Com a ruptura das 13 colônias com a coroa inglesa, uma nova ordem jurídica deveria ser estabelecida nas américas, ordem essa que deveria ser desvinculada de seus antigos opressores. Com o fim da guerra, a Convenção Constitucional de Filadélfia elabora a primeira constituição política escrita da História, onde ela é promulgada em 1787. Constituição esta que foi inspirada em Locke, Montesquieu e Rousseau, marcando o início do constitucionalismo moderno ou constitucionalismo do Estado Liberal de Direito

O poder constituinte, no figurino norte americano, transporta uma filosofia garantista, em que a constituição não é um projeto para o futuro, e sim, uma forma de garantir direitos e de limitar poderes. Na revolução americana, o poder constituinte é o instrumento para definir a higher law (Lei Maior), e estabelecer as regras do jogo. O poder constituinte é para fazer uma constituição oponível aos representantes do povo e não apenas uma constituição querida pelo povo.

A constituição americana sempre teve o caráter de documento jurídico passível de aplicação direta e imediata pelo judiciário. A concepção de constituição como norma jurídica suprema criou condições necessárias para que os juízes pudessem exercer a função de controlar a legitimidade constitucional das leis.

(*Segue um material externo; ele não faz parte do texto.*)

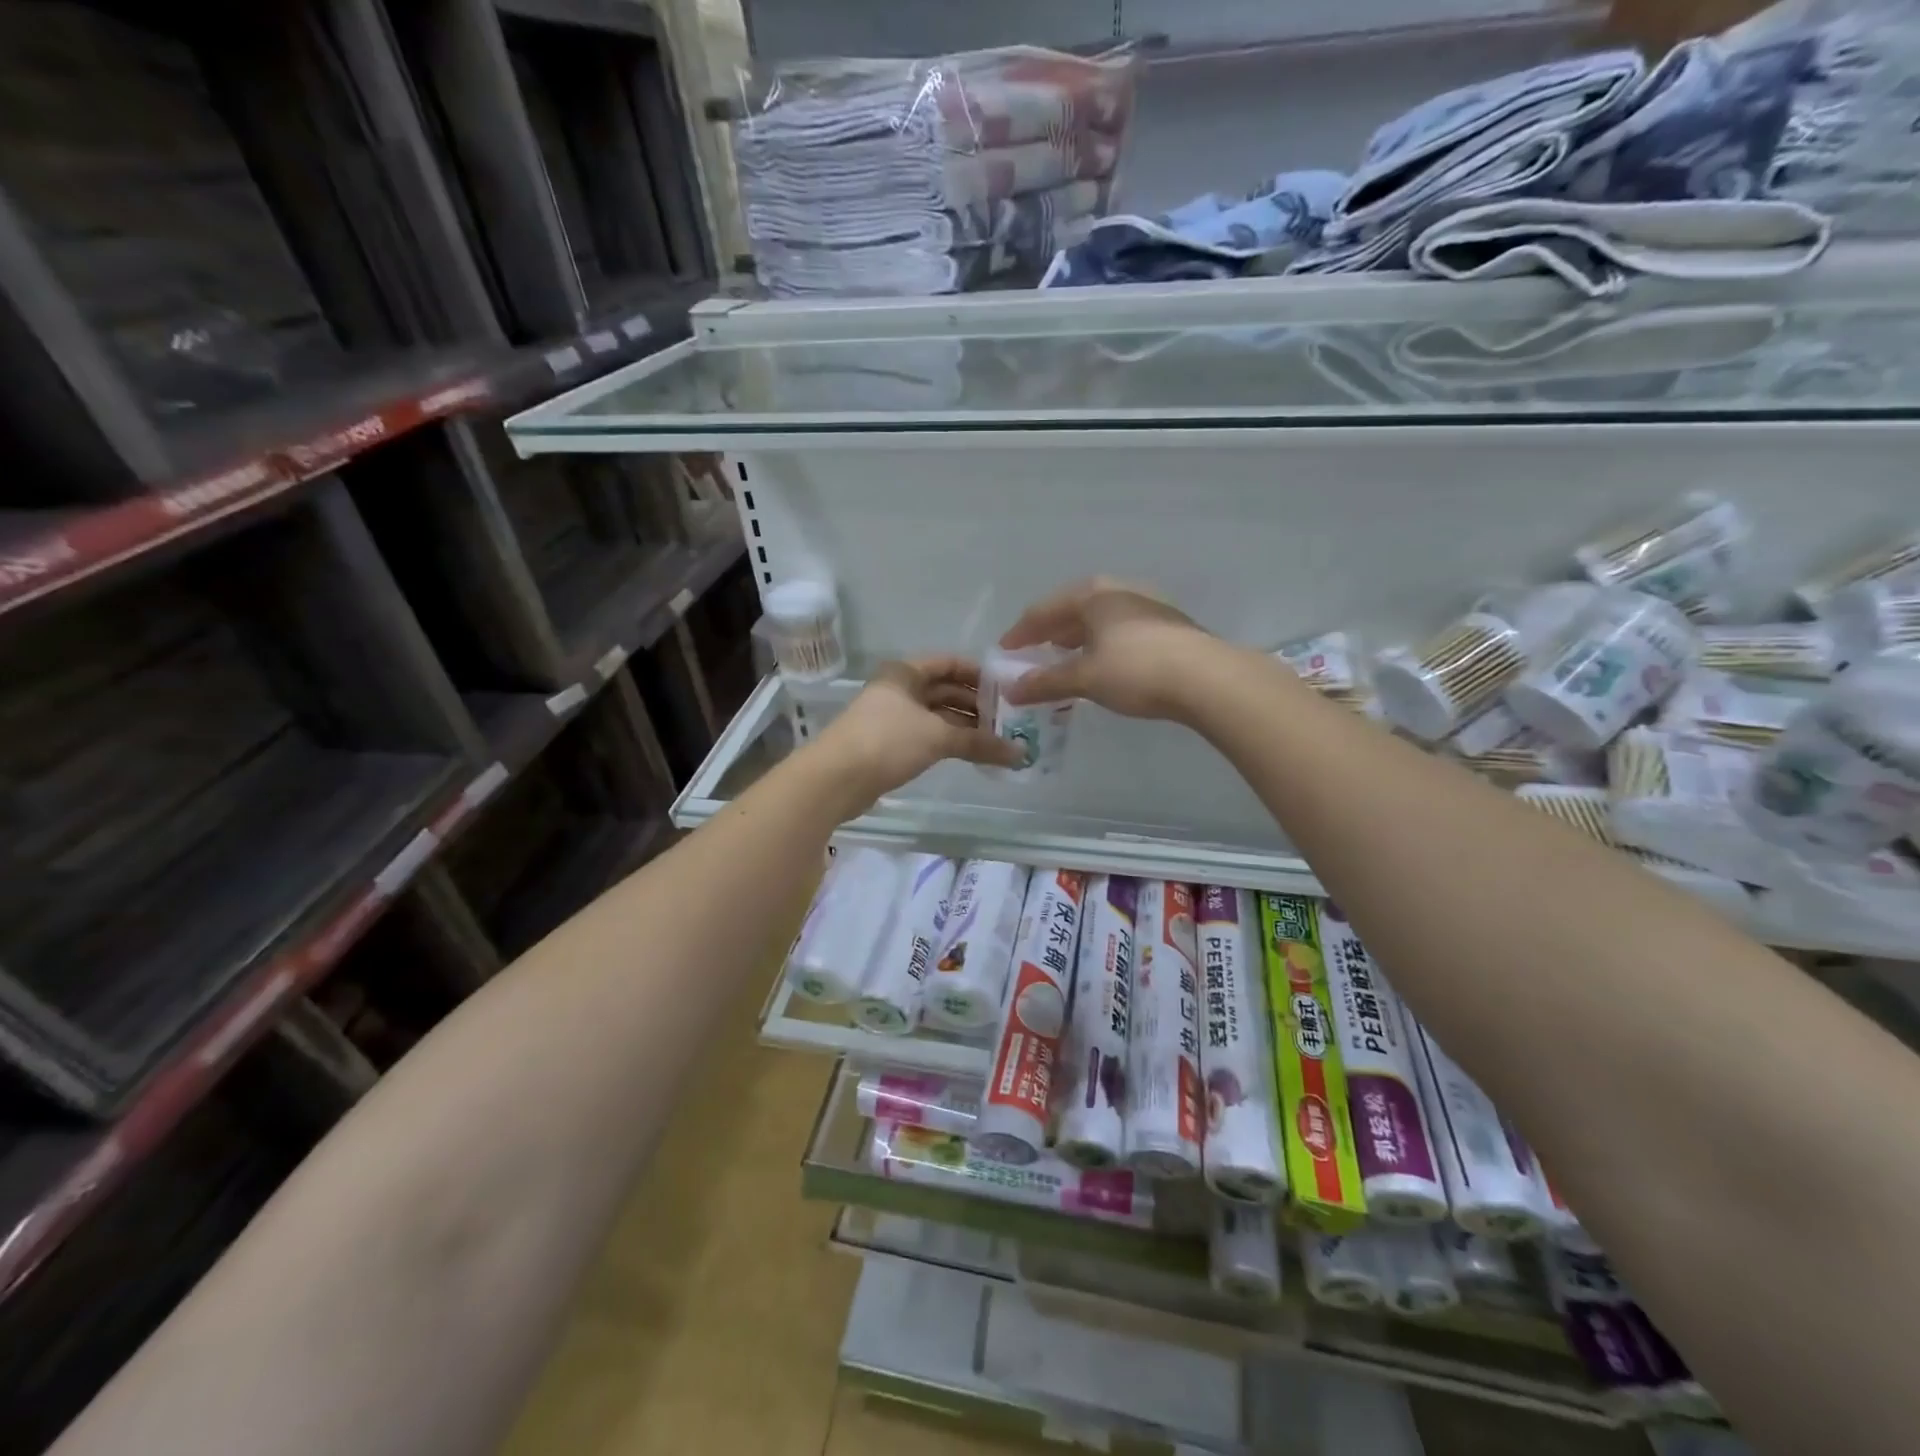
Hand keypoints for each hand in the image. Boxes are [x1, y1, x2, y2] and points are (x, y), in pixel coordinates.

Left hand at [813, 656, 1022, 808]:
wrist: (836, 779)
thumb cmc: (887, 741)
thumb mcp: (938, 736)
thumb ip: (980, 742)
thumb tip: (1020, 753)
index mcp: (905, 672)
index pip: (950, 663)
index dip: (979, 674)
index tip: (1007, 689)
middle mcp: (899, 689)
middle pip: (945, 690)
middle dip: (976, 705)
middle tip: (1009, 720)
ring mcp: (892, 717)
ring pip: (937, 716)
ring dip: (966, 727)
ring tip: (998, 740)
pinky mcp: (890, 744)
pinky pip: (928, 736)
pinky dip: (950, 742)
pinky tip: (973, 754)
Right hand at [999, 578, 1213, 720]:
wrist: (1207, 679)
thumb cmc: (1136, 670)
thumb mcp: (1084, 678)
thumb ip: (1045, 682)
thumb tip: (1011, 690)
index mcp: (1093, 594)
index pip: (1044, 610)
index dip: (1020, 632)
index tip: (1004, 652)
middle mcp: (1119, 591)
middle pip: (1073, 609)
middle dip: (1050, 632)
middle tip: (1032, 653)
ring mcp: (1147, 605)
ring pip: (1099, 619)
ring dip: (1077, 639)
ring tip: (1064, 659)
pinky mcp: (1168, 626)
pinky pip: (1120, 630)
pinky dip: (1101, 645)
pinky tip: (1102, 664)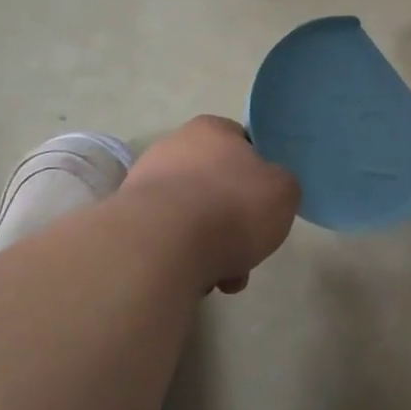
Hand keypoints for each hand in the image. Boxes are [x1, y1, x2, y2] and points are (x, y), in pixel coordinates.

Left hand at [122, 116, 299, 292]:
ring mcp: (144, 185)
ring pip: (192, 216)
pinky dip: (185, 258)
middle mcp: (172, 148)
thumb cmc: (233, 206)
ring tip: (225, 277)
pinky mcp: (126, 222)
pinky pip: (168, 240)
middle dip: (234, 219)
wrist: (162, 246)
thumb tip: (266, 192)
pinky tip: (197, 280)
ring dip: (211, 244)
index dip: (259, 172)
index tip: (266, 201)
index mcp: (211, 130)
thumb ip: (281, 184)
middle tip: (250, 247)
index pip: (241, 142)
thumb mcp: (284, 190)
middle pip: (216, 184)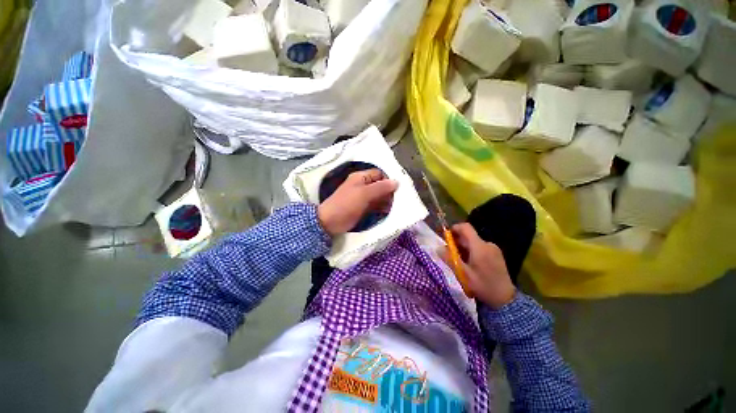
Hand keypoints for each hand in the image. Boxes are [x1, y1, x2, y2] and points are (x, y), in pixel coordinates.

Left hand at [317, 169, 397, 235]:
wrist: (330, 222)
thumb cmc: (346, 204)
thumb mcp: (364, 194)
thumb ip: (381, 187)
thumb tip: (396, 181)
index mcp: (361, 178)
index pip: (379, 174)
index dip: (389, 179)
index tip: (399, 188)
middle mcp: (363, 185)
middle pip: (380, 185)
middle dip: (389, 191)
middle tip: (399, 199)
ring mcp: (363, 197)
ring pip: (379, 196)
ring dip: (387, 200)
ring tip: (396, 206)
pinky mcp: (363, 208)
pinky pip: (375, 205)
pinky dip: (382, 207)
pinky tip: (388, 211)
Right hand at [440, 223, 514, 308]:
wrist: (505, 300)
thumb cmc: (482, 286)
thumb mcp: (463, 273)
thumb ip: (449, 259)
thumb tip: (437, 248)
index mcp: (480, 246)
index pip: (466, 227)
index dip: (454, 228)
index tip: (446, 237)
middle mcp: (488, 244)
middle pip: (468, 236)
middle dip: (456, 242)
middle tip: (449, 253)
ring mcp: (493, 249)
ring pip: (473, 242)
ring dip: (463, 248)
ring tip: (459, 261)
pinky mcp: (496, 255)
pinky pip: (480, 248)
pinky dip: (471, 252)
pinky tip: (469, 264)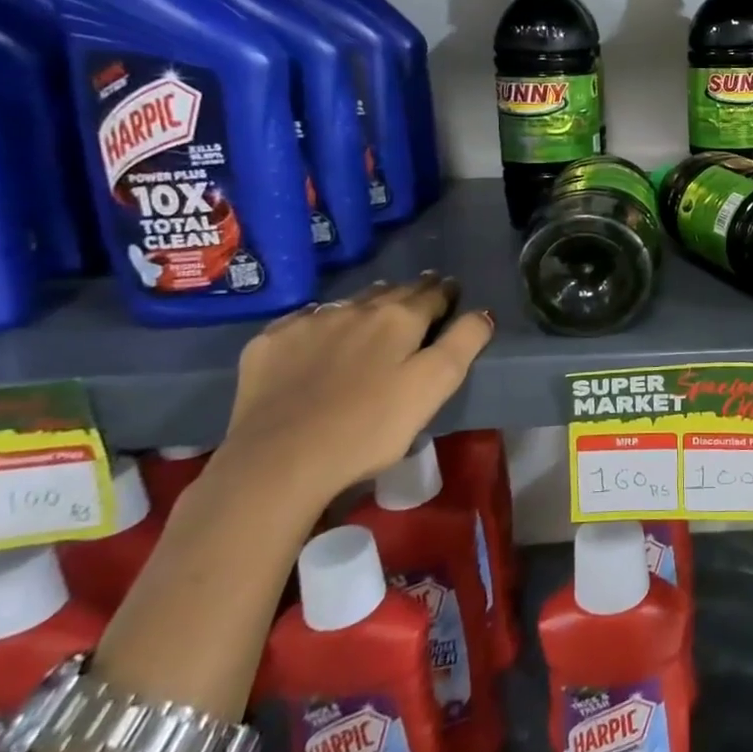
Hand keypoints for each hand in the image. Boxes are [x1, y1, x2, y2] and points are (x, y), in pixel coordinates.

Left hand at [216, 272, 493, 510]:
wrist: (277, 460)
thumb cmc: (369, 427)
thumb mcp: (434, 388)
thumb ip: (463, 344)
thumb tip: (482, 313)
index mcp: (399, 318)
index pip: (432, 294)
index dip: (446, 292)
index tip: (452, 290)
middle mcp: (355, 308)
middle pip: (391, 291)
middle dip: (410, 291)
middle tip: (420, 294)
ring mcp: (308, 323)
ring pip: (348, 302)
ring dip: (367, 303)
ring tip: (375, 310)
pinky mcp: (269, 343)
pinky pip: (304, 320)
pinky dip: (321, 321)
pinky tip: (319, 335)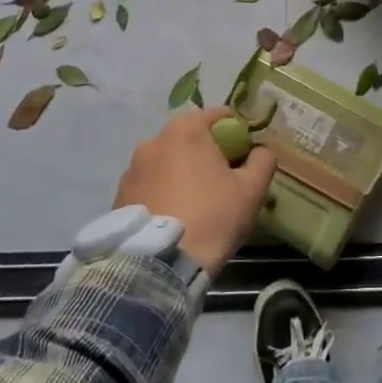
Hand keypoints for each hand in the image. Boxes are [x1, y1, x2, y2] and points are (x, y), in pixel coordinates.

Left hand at [113, 107, 277, 272]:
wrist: (159, 264)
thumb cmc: (212, 217)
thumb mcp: (252, 189)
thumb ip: (263, 160)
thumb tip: (261, 150)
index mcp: (185, 129)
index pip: (219, 117)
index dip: (237, 133)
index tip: (246, 156)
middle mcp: (152, 140)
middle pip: (190, 139)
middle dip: (207, 154)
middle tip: (223, 182)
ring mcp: (131, 169)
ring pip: (167, 163)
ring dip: (181, 174)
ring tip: (195, 205)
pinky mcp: (118, 196)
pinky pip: (149, 186)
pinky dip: (162, 193)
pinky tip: (173, 217)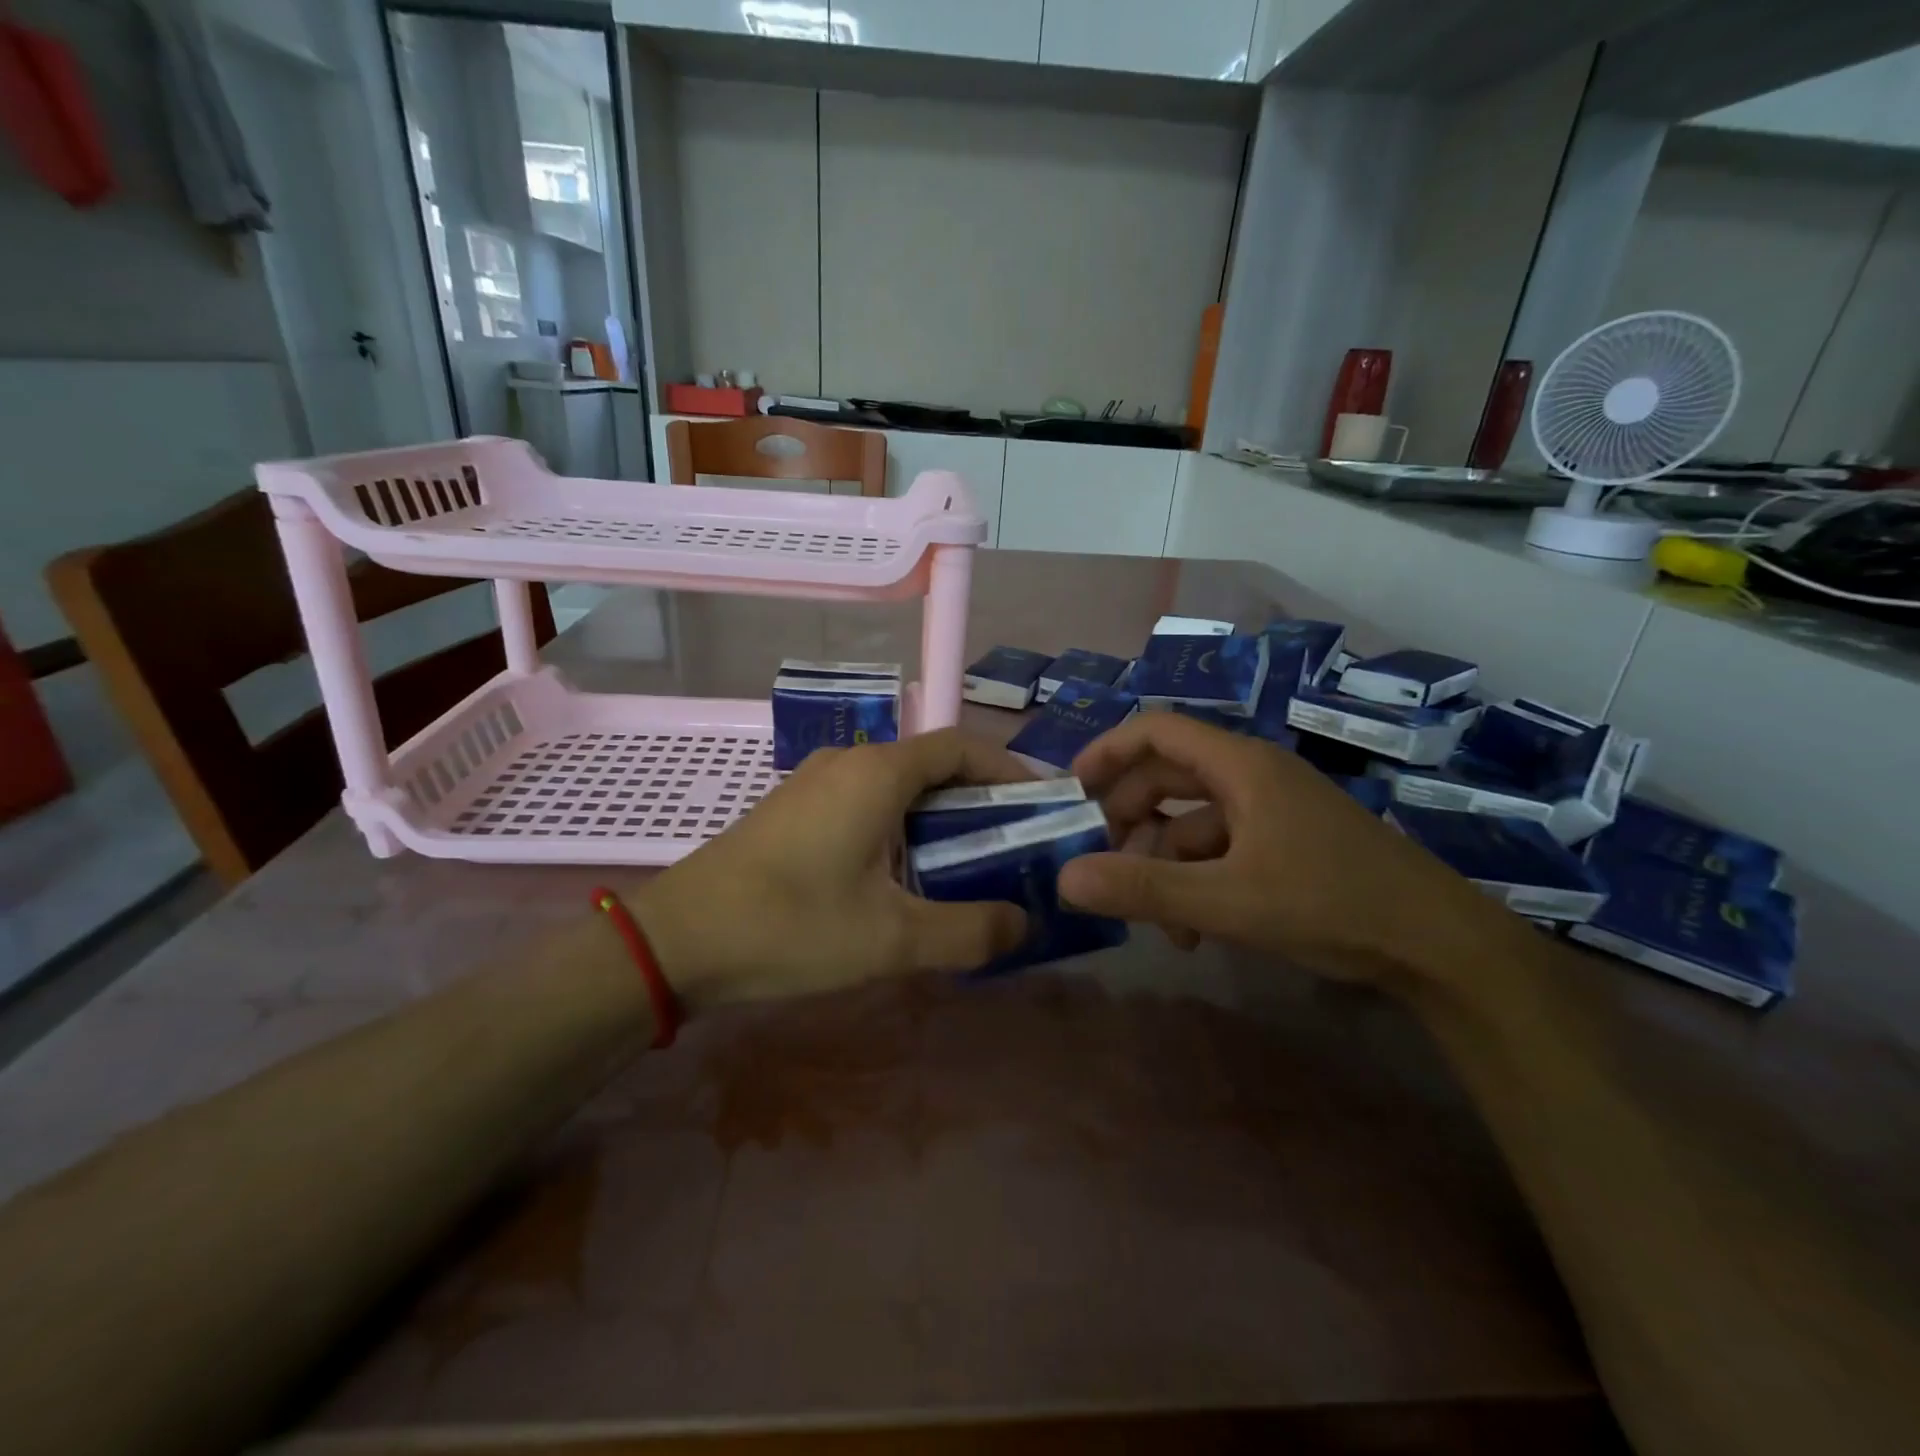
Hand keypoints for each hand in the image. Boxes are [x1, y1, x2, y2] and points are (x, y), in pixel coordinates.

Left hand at [631, 731, 1031, 1006]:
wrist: (676, 940)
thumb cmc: (790, 926)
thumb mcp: (892, 938)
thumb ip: (971, 931)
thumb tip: (1024, 923)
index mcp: (878, 772)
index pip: (962, 746)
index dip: (1009, 769)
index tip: (1040, 807)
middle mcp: (849, 762)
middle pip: (933, 765)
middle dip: (979, 801)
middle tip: (1011, 848)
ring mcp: (815, 783)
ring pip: (898, 787)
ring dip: (938, 818)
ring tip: (966, 868)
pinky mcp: (794, 810)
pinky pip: (866, 804)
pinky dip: (901, 828)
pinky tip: (902, 878)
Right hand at [1058, 713, 1486, 985]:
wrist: (1440, 947)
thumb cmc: (1333, 904)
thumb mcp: (1228, 900)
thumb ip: (1144, 888)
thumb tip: (1066, 878)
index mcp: (1241, 766)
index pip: (1156, 731)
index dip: (1107, 751)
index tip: (1071, 791)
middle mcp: (1253, 777)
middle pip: (1168, 778)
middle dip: (1128, 819)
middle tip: (1097, 860)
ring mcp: (1272, 812)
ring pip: (1192, 823)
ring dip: (1163, 865)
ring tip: (1155, 922)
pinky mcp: (1285, 845)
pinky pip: (1220, 851)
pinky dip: (1196, 882)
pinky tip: (1193, 932)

Da essência constitucional norte americana fazem parte os tribunais que exercem a justiça em nome do povo. Os tribunais são constituídos por juízes que são agentes do povo, nos quais este deposita confiança de preservação dos princípios de justiça. O modelo de constitucionalismo praticado no mundo contemporâneo segue nas suas linhas gerais o padrão que foi estabelecido nos Estados Unidos.

2.2. POLÔNIA

A Constituição Polonesa de 3 de maio de 1791 é considerada a primeira moderna constituição nacional codificada da Europa assim como a segunda mais antiga no mundo. Foi instituída por Ato de Governo aprovado naquela data pela Sejm (parlamento) da República das Duas Nações. Esse nome se deu pela união de Reino da Polônia e Grão-Ducado da Lituânia em 1.569, formando um estado unitário em 1.791.

A Constituição introduziu a igualdade política entre as “pessoas comuns” e a nobreza e colocou os camponeses sob a proteção do governo, para desse modo atenuar os piores abusos da servidão.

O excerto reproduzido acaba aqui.